Joe Abell, Demanding Change? The Use of Participatory Methods in HIV Prevention in Uganda.
Eleanor Seymour, Sexual Violence against Women in Northern Uganda.
Toni Smith, Sexual and Gender Based Violence in the Democratic Republic of Congo.
Irene Kamaratou, African women refugees (former victims of sexual violence) in Athens.
I am co-supervisor for the following projects:
Boniface Ojok, Reintegration and Education of Children Born of War: The Case of Northern Uganda.
Amy Redgrave, Struggles over Prostitution in Southern Nigeria: Colonial Anxieties and Local Debates.
Eunice Apio, Children Born of War in northern Uganda: Kinship, Marriage, and the Politics of Post-conflict Reintegration in Lango society (PhD awarded in 2016).
I welcome inquiries from students interested in the history and anthropology of labor and/or slavery. I am interested in supervising research that focuses on the experience of workers and that is sensitive to the ways in which gender and other types of positionality influence people’s circumstances and strategies.
At the London School of Economics (2002-2004) I taught the MA version of The Anthropology of Kinship, Sex, and Gender and the Anthropology and Development ‘linking seminars’ for the Anthropology and Development Masters Programme.

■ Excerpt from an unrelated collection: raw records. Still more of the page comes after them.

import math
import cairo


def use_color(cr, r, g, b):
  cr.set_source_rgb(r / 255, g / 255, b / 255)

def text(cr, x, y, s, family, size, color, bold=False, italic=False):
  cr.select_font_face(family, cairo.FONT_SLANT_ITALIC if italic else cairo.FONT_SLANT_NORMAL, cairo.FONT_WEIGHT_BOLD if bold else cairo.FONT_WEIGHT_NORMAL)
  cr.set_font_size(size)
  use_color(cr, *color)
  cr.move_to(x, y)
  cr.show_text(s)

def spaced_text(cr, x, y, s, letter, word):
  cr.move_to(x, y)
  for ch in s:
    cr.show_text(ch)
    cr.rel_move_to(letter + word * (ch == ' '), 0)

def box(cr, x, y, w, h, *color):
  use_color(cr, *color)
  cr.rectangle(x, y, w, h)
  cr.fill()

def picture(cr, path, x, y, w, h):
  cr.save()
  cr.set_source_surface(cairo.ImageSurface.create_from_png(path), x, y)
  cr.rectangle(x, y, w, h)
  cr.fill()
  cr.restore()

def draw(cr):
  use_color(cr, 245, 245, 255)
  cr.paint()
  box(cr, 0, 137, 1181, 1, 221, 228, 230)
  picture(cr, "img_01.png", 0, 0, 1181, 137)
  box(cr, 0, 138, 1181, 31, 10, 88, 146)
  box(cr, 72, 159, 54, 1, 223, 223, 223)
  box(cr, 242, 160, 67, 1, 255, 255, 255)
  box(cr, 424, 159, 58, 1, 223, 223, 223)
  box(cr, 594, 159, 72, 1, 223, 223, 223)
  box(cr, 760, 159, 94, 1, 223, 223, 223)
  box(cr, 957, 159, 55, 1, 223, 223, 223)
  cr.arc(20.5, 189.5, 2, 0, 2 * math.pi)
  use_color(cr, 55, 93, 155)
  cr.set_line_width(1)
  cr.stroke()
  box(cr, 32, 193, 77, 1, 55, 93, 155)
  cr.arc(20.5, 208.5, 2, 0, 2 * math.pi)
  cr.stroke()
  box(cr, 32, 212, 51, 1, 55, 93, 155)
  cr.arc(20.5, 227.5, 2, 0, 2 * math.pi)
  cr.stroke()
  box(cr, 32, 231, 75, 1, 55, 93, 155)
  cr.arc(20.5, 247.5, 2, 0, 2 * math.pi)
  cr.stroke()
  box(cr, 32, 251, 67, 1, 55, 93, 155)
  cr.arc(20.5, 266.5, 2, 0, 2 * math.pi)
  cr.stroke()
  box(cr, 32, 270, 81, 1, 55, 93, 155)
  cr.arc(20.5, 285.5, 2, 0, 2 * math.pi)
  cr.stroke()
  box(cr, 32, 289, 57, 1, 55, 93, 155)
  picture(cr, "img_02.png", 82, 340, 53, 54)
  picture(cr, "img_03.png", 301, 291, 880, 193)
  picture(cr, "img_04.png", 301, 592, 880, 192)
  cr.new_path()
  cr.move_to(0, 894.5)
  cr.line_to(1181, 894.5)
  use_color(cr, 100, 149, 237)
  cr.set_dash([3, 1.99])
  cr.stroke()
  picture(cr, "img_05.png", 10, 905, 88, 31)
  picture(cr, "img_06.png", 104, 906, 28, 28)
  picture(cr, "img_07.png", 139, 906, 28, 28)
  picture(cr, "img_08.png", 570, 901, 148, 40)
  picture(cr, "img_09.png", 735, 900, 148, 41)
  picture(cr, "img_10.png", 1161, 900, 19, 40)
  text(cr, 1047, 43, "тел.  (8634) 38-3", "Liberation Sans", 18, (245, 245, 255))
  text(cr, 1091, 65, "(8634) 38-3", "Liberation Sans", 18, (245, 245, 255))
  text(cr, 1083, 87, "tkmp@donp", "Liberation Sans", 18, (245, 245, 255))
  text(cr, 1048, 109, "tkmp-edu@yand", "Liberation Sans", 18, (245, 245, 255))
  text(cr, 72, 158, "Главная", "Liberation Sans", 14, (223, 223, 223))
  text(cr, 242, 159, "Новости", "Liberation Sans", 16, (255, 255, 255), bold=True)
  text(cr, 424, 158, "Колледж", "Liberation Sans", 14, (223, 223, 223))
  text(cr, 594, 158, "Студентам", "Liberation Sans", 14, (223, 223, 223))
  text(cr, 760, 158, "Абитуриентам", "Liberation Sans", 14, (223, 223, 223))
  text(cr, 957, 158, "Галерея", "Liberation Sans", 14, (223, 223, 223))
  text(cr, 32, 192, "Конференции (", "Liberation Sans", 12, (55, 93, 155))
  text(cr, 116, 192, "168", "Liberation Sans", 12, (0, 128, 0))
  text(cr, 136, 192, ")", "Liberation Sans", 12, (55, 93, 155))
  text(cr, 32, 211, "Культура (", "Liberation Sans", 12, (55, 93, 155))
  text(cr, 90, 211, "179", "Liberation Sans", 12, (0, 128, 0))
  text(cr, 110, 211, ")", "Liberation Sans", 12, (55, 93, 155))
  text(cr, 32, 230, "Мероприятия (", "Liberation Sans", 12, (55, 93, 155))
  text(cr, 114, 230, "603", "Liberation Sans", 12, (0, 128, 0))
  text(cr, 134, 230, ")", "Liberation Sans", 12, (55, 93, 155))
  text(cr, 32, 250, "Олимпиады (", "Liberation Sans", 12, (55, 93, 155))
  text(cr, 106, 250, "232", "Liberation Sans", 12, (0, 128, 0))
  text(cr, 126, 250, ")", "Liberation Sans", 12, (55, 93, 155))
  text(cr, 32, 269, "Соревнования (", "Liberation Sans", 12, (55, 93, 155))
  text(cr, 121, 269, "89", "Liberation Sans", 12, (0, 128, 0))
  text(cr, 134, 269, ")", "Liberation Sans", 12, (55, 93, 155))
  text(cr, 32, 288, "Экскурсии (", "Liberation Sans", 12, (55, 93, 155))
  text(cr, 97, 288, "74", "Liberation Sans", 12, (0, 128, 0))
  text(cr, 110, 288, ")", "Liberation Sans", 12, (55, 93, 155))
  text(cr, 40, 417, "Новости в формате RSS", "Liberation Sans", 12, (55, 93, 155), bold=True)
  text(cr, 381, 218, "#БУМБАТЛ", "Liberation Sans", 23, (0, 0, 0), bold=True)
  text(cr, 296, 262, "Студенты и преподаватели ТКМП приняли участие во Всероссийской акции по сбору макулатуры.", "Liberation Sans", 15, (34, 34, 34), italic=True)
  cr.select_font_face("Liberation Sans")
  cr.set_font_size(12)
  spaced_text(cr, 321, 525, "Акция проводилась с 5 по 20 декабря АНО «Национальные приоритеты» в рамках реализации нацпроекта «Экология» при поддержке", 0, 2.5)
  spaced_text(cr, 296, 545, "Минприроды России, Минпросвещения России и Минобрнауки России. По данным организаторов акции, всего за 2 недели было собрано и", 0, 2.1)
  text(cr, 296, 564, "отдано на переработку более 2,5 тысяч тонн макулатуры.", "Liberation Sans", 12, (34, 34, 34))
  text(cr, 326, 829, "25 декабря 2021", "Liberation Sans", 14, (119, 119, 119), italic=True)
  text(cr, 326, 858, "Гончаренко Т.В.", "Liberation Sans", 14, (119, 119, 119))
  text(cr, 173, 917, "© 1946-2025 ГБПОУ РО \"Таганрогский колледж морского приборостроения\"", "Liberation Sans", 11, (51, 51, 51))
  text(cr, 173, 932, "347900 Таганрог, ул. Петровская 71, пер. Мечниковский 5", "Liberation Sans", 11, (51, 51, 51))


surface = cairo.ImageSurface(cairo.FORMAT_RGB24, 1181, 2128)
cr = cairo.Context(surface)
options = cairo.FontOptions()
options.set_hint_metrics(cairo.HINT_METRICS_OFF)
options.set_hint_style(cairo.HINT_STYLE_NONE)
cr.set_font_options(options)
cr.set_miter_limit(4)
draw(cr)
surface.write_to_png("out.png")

At the University of Liverpool (2008-2011) I convened the Masters in International Slavery Studies and taught its two core courses: International Slavery I and International Slavery II. At the University of Birmingham (2012-to date) I convene two Masters programmes, respectively, the MA African Studies and the MA Social Research (African Studies). I have taught the MA course Advanced Perspectives for African Studies, and I currently teach the compulsory course Research Skills and Methods in African Studies (RESMAS). I also teach an MA version of Slavery and Freedom in Twentieth Century West Africa.
At LSE (2002-2004) I taught The Anthropology of Kinship, Sex, and Gender. At Sussex (2004-2005), I taught Aid and Projects and Concepts of Social Development. At SOAS (2005-2007) I taught Ethnography of a selected region: West Africa. At Liverpool (2008-2011), I taught Sahara and Sudan: Introduction to the History and Historiography of interior West Africa, 1000-1800; West Africa in the Twentieth Century; and contributed teaching to The Atlantic World since 1400. At Birmingham (2012-to date), I taught Introduction to African Societies; Slavery and Freedom in Twentieth Century Africa; and Theory, Ethnography, and Research.